A couple of years ago, almost, I went to visit an old friend in Cambridge. It was a warm summer day, and as was our custom, we had bought some snacks, a chilled bottle and a couple of plastic glasses so that we could picnic on the Backs, behind Trinity College, on a section of the grounds that only alumni and their guests could tread. Cambridge is very careful, and vigilant, about who can walk on the grass.

So I was somewhat discomfited to see, on the sward in front of King’s College, a village of tents in bright colours, with signs proclaiming, you know, the usual. It was a real “in my day” moment: in my day, if you’d put a tent up, even one that looks like a mushroom from a book for toddlers, on the front lawn of King’s you’d have been shot. I found it depressing for all the usual reasons but I also couldn’t help feeling a rare twinge of pity for the tourists who had come from all the corners of the earth to see one of the most beautiful aspects this country has to offer, and see it turned into a mini-Glastonbury.

For that was what it was, really: just as the festival is a chance for the children of the wealthy to play at being wandering, roofless hippies, so here, the children of the privileged were able to play at being Gazans bombed out of their homes.

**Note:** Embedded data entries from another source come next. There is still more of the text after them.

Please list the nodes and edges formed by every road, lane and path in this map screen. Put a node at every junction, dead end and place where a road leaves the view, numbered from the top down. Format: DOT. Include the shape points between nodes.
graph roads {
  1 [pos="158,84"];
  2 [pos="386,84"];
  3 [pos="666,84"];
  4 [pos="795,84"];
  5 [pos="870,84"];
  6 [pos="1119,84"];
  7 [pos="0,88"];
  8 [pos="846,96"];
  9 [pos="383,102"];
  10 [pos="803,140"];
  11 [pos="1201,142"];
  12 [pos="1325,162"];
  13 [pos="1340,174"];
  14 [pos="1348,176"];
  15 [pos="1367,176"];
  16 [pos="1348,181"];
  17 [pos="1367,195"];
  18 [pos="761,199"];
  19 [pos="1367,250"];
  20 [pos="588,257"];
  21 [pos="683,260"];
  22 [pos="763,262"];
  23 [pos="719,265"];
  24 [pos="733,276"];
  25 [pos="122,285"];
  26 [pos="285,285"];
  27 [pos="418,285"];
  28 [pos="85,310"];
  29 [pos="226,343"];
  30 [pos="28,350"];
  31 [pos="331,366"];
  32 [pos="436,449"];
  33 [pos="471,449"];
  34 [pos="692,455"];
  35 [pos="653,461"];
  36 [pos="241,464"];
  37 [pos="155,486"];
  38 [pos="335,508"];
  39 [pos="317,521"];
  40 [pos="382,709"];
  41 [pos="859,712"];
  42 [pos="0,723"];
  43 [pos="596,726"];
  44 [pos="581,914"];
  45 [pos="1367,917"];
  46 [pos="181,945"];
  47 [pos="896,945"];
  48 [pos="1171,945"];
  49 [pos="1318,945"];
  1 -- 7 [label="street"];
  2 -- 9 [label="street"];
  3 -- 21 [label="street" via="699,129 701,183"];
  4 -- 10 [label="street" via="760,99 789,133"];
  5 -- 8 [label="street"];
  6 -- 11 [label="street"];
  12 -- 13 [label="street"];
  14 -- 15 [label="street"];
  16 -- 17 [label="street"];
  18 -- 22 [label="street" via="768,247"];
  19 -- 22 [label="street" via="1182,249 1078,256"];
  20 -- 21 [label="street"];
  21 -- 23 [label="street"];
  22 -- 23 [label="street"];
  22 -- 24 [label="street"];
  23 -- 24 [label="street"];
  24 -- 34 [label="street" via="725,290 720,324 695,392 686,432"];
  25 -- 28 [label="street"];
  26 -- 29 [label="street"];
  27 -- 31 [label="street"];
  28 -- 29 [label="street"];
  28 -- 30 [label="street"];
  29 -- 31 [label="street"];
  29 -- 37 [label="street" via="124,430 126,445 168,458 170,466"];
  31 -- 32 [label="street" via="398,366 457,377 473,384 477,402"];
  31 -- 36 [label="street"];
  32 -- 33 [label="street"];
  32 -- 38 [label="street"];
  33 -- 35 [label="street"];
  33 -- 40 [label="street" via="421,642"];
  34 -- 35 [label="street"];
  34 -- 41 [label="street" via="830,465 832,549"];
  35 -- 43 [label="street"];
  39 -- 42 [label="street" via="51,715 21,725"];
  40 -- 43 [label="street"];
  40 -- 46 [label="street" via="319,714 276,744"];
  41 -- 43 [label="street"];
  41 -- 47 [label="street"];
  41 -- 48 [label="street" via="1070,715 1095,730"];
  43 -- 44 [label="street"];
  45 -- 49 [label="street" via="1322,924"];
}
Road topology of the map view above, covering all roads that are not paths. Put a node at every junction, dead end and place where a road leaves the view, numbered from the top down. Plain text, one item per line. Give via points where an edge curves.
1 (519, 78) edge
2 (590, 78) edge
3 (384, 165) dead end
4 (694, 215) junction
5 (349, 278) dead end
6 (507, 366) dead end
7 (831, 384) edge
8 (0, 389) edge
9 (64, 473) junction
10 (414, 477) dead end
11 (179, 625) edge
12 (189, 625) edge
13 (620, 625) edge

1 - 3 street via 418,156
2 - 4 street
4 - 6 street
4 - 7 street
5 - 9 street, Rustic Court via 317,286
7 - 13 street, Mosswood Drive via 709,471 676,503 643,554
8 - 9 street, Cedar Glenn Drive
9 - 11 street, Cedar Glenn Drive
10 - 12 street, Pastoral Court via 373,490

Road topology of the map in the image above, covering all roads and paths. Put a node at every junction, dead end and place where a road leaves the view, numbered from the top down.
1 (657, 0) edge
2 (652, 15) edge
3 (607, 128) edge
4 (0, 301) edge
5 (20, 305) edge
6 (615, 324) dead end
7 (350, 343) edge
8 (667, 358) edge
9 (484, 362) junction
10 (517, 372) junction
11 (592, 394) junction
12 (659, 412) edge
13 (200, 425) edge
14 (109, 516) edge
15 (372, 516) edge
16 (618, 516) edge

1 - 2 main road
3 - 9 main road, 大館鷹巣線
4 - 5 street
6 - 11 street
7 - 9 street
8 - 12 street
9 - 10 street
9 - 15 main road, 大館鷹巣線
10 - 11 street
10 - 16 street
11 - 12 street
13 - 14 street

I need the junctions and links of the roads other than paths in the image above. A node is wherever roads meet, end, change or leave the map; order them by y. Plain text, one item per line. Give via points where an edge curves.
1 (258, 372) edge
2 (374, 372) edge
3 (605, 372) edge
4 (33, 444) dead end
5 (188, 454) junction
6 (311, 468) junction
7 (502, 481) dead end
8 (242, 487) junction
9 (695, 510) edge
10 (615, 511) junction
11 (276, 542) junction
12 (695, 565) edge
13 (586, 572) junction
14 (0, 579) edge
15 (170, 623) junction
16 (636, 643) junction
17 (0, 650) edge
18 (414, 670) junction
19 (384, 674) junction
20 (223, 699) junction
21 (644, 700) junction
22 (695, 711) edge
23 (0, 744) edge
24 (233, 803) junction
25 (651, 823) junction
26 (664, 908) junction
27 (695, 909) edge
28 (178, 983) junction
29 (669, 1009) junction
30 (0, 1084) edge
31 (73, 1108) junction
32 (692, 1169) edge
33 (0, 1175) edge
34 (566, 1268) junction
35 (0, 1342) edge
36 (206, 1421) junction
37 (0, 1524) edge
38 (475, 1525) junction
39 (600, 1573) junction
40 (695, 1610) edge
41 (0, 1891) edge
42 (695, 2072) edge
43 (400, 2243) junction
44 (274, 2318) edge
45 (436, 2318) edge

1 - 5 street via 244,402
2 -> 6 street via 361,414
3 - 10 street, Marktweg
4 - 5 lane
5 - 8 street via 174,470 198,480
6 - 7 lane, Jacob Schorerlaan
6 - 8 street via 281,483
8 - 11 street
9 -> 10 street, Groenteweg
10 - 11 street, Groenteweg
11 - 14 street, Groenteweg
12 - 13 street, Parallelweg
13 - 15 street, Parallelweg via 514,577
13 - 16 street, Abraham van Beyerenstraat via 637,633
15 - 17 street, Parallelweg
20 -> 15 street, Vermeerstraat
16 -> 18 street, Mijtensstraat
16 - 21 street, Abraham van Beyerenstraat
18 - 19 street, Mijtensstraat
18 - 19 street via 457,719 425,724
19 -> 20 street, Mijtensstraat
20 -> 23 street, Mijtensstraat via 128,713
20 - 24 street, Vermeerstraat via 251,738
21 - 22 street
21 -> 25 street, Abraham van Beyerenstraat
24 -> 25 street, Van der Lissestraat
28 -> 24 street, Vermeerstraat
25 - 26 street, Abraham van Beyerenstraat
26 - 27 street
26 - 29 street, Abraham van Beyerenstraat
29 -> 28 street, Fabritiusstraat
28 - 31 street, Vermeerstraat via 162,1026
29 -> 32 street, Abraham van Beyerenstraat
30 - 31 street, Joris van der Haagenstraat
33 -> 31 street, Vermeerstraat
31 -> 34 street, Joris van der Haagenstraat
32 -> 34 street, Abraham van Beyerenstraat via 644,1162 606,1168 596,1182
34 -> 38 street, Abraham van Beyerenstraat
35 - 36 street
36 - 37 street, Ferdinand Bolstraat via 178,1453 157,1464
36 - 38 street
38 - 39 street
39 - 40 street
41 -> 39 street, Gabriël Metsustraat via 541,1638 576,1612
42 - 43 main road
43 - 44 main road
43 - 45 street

However. Before I condemn these students out of hand I have to remember what I was like at their age; and for an embarrassingly long time afterwards. Let us go back to St Patrick’s Day, 1982, and a Cambridge pub called the Cow and Calf. This was a pub I patronised because few students went there, and certainly not the students I despised the most: the posh, braying sporty types who gave the lie to the notion that Cambridge was a haven for the intellectually superior. No, the Cow and Calf was an Irish pub, and in those days that was something very, very different to the reality those words conjure now.